Retype each record exactly, please. Skip none.

**MATERIAL FOR THE TASK**
=====
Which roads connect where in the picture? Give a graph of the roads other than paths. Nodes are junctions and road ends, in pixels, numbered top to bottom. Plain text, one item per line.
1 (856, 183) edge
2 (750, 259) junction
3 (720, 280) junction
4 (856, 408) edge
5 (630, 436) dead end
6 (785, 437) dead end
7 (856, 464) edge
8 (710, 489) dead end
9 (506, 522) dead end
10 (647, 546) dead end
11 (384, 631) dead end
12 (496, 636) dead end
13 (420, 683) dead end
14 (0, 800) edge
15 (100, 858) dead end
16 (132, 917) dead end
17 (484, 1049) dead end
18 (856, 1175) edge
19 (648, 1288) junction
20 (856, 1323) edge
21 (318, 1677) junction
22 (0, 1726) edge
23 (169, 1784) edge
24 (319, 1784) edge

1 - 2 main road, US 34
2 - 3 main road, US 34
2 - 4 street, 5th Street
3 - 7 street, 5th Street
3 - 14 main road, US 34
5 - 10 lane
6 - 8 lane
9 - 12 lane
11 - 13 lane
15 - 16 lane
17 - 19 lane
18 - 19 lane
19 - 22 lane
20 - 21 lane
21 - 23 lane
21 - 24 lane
=====
**ANSWER BOX**
Which roads connect where in the picture? Give a graph of the roads other than paths. Nodes are junctions and road ends, in pixels, numbered top to bottom. Plain text, one item per line.
1 (856, 183) edge
2 (750, 259) junction
3 (720, 280) junction
4 (856, 408) edge
5 (630, 436) dead end
6 (785, 437) dead end
7 (856, 464) edge
8 (710, 489) dead end
9 (506, 522) dead end
10 (647, 546) dead end
11 (384, 631) dead end
12 (496, 636) dead end
13 (420, 683) dead end
14 (0, 800) edge
15 (100, 858) dead end
16 (132, 917) dead end
17 (484, 1049) dead end
18 (856, 1175) edge
19 (648, 1288) junction
20 (856, 1323) edge
21 (318, 1677) junction
22 (0, 1726) edge
23 (169, 1784) edge
24 (319, 1784) edge

1 - 2 main road, US 34
2 - 3 main road, US 34
2 - 4 street, 5th Street
3 - 7 street, 5th Street
3 - 14 main road, US 34
5 - 10 lane
6 - 8 lane
9 - 12 lane
11 - 13 lane
15 - 16 lane
17 - 19 lane
18 - 19 lane
19 - 22 lane
20 - 21 lane
21 - 23 lane
21 - 24 lane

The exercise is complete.